So did you turn your lights off last Saturday night and save the planet?
I didn’t – in fact, I really wish I had multiple high powered aircraft searchlights at my house, cause I would have turned those puppies up full on Saturday night, and then basked in their glorious, power consuming shiny goodness.
Help me Al-bi Wan Gorenobi, you’re my only hope – please save us from GLOBAL WARMING (must always be said with a loud, dramatic voice).
I am actually quite annoyed, because I was led to believe that if we saved the cheerleader we would save the world, but it turns out that was a load of old bacon.
It’s kind of ironic really, when you think about it, that people who believe in man-made global warming want to symbolize their belief by spending a ritualized night in darkness – I am starting to wonder whether they actually realize that darkness is a powerful, timeless and internationally recognized metaphor for ignorance.
Let’s face it; Earth Hour is a load of mindless feel good drivel that helps a morally confused culture ignore the very real and very serious problems of this world, and instead focus all their energy and attention on saving the world from a non-existent threat that Al Gore told them to be scared of in a movie (and if it was in a movie it must be real right?) that he made himself.
And what a way to save the planet!
I know, let’s all turn our lights off for one hour, cause that’ll save the planet from GLOBAL WARMING.
What?
Turning your lights off for one hour achieves what exactly?
If you are a true believer in the gospel of Gore, it would be far more productive to have an hour of ritual cow sacrifices, because cows emit far more CO2 than humans do (they fart it) – okay, maybe killing them is a bit over the top (especially if you’re a member of the Green religion who thinks that animals must be saved at the expense of humans), so maybe instead we could have a “cork a cow day”, where we, well, cork cows, for a day to stop them emitting cow-made CO2.
The only problem is that corking cows isn’t really as sexy as turning your lights off for an hour while you eat tofu, recycle your sandals and reenact your favorite scenes from An Inconvenient Truth (I especially loved the bit where Al Gore stood there and talked a lot), or play a fun game of “guess the number of humans we have to eliminate to save the brown haired fungus licking beetle of northern Twizel”.
How arrogant and deluded have we become to now believe that we can actually save, or destroy, an entire planet – it’s times like this that chat acronyms come in really handy: LOL, LMAO, LOL, LMAO, ROTFL, etc, etc, etc.
Apparently Earth Hour managed to save the same amount of power that would be used by several average NZ households over a year, but I have a far better way of saving way more power than this – it’s called marriage counseling.

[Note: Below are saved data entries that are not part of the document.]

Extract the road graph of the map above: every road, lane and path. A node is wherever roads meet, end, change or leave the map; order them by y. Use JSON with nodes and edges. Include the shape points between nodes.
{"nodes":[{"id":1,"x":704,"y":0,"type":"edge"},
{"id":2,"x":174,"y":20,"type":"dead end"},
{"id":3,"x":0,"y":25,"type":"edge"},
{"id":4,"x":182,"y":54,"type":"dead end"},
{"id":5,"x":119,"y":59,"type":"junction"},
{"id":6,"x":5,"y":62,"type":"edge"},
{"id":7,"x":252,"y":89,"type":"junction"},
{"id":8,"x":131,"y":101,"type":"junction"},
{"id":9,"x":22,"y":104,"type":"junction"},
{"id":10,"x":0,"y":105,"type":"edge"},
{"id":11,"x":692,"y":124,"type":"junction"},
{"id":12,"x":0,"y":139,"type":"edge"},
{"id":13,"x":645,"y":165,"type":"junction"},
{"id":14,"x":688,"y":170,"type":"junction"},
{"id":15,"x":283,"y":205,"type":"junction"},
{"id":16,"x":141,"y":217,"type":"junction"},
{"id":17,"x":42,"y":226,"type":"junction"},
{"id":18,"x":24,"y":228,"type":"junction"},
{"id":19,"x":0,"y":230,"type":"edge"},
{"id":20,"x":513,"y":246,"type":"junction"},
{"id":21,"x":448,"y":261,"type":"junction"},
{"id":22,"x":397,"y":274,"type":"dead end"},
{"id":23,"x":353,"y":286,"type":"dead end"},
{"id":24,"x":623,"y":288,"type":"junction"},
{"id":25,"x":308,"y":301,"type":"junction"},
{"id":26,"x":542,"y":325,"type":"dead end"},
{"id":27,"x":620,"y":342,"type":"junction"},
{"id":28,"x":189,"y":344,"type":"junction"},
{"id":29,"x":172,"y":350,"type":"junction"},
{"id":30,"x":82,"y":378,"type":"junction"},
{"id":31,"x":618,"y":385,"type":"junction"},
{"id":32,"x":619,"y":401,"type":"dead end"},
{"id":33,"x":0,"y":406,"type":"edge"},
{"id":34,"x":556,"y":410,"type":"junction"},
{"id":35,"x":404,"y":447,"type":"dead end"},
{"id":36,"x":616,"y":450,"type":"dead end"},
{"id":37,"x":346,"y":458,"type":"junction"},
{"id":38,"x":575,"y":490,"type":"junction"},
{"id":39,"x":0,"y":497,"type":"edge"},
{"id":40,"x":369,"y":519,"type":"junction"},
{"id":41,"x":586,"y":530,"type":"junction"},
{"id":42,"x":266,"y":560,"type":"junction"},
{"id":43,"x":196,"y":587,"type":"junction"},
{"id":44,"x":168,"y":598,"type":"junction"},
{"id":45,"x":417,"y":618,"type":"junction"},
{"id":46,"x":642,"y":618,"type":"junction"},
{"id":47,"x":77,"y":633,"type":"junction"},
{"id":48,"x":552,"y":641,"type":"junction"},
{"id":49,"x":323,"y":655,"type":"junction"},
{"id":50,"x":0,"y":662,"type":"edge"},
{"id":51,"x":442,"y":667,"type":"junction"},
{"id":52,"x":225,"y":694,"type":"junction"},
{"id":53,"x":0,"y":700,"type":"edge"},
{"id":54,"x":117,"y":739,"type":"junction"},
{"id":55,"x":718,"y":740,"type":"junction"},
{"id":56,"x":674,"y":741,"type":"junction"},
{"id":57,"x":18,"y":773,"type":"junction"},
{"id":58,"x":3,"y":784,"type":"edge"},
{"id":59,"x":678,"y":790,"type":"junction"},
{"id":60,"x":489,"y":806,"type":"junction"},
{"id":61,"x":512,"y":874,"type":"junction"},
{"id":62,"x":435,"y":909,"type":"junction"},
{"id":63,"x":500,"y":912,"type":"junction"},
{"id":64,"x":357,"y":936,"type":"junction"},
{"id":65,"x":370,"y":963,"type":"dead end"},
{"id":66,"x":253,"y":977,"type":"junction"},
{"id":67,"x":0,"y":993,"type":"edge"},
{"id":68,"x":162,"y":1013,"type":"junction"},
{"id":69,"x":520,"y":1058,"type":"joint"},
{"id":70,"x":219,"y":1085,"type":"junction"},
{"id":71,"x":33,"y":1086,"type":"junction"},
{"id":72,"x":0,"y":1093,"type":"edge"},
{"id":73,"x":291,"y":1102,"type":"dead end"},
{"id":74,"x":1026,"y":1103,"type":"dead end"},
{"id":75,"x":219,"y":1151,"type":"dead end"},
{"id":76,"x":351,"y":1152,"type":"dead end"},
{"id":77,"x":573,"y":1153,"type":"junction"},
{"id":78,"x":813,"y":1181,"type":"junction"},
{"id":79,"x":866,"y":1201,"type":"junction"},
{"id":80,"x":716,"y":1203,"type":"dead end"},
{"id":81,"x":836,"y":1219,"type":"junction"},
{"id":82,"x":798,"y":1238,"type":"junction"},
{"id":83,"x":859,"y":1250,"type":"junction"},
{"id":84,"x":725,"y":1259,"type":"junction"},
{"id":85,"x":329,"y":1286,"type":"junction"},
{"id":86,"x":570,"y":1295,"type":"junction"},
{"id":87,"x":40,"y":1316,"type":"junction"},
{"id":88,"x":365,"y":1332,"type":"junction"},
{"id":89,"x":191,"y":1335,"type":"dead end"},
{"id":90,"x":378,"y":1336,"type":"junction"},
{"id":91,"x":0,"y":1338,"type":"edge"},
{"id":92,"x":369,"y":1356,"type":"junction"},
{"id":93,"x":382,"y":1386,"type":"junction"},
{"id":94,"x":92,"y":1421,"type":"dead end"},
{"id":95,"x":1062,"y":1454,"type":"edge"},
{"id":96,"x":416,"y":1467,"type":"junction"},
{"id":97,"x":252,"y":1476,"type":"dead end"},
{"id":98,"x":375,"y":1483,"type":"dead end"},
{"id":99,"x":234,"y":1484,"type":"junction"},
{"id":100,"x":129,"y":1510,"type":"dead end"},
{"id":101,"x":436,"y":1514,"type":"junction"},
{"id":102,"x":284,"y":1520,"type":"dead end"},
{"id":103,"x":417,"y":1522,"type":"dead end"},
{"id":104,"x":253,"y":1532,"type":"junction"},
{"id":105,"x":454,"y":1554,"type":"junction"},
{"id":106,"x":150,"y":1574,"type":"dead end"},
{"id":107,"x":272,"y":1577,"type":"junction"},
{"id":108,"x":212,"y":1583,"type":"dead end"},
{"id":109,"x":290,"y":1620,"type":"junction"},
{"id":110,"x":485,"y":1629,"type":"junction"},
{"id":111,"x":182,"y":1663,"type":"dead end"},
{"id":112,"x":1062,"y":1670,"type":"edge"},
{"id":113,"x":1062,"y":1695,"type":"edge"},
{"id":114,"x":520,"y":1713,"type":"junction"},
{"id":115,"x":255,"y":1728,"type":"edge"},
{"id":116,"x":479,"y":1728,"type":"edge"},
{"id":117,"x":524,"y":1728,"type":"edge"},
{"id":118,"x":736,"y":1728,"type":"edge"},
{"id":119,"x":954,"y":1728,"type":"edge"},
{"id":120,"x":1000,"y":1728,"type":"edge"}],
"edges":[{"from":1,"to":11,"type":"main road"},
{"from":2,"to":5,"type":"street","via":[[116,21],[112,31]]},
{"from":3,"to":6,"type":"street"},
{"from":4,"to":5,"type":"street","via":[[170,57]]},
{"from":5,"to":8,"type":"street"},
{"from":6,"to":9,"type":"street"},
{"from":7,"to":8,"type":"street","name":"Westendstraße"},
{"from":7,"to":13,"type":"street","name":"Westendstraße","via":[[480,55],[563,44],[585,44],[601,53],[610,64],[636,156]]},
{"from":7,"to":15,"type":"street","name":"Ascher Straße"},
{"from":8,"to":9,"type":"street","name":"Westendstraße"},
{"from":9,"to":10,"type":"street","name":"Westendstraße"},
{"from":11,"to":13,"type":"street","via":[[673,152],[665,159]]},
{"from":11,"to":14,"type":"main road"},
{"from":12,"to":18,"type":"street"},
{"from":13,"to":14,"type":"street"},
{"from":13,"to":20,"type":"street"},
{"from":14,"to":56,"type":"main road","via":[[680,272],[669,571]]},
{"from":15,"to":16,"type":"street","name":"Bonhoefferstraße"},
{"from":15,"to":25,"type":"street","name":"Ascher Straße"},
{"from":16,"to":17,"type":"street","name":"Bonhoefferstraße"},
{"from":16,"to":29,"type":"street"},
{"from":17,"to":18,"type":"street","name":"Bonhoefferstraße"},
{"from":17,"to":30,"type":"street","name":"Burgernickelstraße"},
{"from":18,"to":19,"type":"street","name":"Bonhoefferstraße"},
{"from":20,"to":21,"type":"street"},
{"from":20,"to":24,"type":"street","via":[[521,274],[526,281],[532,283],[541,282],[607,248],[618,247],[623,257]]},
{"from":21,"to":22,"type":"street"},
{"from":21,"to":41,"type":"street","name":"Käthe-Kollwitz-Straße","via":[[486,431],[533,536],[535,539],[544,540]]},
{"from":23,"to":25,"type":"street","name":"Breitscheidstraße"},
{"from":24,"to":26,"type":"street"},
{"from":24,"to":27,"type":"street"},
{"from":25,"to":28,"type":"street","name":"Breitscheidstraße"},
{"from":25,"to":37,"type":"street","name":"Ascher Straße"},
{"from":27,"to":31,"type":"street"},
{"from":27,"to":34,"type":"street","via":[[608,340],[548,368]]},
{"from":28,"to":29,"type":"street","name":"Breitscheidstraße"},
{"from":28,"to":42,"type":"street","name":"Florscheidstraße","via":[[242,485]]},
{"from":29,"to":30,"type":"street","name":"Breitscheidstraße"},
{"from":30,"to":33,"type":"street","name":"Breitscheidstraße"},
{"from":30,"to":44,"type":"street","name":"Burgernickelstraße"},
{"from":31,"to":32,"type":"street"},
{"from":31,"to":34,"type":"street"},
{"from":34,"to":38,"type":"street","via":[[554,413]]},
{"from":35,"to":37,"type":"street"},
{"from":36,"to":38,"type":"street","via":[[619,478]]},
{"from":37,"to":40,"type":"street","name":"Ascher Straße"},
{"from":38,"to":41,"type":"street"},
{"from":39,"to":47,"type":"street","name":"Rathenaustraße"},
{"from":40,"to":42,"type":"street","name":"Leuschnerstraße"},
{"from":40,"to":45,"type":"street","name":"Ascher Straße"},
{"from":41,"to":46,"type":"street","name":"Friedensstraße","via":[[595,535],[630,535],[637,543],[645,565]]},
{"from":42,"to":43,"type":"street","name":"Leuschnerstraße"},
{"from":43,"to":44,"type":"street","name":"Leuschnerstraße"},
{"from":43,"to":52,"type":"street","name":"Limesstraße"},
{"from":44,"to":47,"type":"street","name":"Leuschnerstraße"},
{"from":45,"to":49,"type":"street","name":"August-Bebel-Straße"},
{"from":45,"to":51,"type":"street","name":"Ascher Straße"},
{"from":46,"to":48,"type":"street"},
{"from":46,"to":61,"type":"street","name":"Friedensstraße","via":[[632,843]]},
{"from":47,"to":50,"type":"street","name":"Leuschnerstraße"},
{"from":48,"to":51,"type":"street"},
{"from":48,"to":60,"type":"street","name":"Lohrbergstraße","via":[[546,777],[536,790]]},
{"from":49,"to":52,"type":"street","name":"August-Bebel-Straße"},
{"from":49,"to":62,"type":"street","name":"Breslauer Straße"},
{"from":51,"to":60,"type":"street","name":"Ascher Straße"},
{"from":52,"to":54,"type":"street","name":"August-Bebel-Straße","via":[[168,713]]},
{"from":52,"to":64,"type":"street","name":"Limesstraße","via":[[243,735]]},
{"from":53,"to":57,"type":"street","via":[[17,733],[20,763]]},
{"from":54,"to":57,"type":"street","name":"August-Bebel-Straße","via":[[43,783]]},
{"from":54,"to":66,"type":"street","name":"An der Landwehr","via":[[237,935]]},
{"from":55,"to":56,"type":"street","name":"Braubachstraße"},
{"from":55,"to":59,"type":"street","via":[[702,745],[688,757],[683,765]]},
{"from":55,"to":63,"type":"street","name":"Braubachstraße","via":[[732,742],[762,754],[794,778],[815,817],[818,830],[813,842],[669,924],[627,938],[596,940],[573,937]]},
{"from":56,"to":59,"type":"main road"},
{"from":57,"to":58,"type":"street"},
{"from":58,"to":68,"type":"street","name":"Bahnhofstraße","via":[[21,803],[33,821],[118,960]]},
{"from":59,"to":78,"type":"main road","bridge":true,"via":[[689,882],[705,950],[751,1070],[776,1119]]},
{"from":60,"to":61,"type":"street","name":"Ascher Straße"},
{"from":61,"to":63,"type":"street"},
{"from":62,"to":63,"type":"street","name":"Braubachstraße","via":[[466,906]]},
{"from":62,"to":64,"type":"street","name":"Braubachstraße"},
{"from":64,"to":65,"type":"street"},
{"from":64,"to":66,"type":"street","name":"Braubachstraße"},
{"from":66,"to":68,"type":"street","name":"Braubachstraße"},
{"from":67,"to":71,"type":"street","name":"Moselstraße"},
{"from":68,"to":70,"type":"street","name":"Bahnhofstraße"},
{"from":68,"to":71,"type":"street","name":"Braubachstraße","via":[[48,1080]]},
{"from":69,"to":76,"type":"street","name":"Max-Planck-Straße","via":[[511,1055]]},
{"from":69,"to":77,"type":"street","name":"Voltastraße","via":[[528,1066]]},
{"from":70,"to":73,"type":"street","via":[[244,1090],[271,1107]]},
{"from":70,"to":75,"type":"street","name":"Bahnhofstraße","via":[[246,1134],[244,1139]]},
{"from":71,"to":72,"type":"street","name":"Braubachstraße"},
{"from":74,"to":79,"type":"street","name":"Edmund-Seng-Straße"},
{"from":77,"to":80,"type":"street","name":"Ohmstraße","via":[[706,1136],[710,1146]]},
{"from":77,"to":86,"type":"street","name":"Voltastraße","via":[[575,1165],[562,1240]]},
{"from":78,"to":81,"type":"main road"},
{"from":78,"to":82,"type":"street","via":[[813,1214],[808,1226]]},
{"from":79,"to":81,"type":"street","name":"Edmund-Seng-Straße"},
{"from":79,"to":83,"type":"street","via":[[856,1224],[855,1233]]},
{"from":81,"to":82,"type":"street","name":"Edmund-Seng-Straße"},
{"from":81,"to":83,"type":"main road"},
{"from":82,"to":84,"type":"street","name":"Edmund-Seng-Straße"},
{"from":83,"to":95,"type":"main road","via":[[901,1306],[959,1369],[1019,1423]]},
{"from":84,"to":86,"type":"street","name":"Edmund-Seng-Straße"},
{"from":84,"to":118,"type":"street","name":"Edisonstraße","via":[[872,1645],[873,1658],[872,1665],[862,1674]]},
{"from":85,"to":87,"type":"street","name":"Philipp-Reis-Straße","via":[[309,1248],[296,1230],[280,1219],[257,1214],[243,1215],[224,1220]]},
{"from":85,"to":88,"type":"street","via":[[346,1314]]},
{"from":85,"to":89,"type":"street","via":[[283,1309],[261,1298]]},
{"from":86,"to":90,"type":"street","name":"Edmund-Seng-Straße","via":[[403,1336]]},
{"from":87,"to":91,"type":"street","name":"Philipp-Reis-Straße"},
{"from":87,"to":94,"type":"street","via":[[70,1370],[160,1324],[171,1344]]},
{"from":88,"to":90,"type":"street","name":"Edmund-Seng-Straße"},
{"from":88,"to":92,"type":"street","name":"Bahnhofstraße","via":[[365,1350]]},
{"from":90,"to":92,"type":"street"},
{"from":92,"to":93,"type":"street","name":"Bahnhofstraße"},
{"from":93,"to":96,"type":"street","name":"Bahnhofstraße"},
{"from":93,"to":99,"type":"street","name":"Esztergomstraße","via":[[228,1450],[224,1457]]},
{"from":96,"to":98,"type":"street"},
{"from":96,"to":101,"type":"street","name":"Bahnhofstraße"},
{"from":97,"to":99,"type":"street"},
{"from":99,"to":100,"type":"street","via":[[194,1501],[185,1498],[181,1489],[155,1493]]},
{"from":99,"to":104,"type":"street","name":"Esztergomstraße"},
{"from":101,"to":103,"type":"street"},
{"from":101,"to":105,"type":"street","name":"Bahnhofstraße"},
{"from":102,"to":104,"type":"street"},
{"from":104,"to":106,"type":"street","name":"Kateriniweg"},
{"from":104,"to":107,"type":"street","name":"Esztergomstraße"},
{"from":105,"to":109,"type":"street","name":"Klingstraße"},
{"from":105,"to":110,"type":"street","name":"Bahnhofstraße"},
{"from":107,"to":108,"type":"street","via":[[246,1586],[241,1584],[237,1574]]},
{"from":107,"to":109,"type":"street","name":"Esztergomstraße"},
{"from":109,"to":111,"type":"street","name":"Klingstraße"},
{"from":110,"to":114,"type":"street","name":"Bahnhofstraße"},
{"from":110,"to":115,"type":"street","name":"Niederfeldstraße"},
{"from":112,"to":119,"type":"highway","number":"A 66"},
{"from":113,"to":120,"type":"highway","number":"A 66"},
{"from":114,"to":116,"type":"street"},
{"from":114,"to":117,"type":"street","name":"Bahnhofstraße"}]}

You see, if you could save just ten NZ marriages, you would prevent ten NZ families from splitting up into 20 different households, and then using twenty different lots of resources and power, instead of only ten lots of resources and power.
“Oh, I never thought of that, I was too busy unscrewing all the light bulbs in my house to do any thinking – shouldn’t we verify this with Al Gore first though, he might not like it if we start thinking for ourselves – hmmm, this Kool Aid tastes good.”
It’s all fun and games to play let’s pretend we have no power for one hour every year, but how about we try living without any electricity for a whole night, or maybe a month.
It’d be real fun to spend your nights living in fear of exactly who or what was lurking in the darkness outside your house, and all the while knowing that you have no security alarm, and you can’t call the police because you have no phone.
And cooking, well you couldn’t use pollution-free cooking devices, instead you’d have to cook using carbon monoxide emitting open fires, and you would be at greater risk of food poisoning because you wouldn’t have any refrigerated storage.
Oh, and pray that you don’t get seriously ill, because you couldn’t call 111, not that calling 11 would be any help – where exactly is the ambulance meant to take you that is any more well equipped than your cold, dark powerless house is?
It’s both funny and tragic that the many people who blindly buy into the hype and ideology of Earth Hour never actually bother to stop and think about the full ramifications of what Earth Hour is proposing as a solution to the current enviromania.
The good news is that next year’s earth hour is being sponsored by the Mongrel Mob and the East Wing of Paremoremo Prison – who’d have thought that those boys would be right behind our major cities and towns deliberately blanketing themselves in darkness for an hour?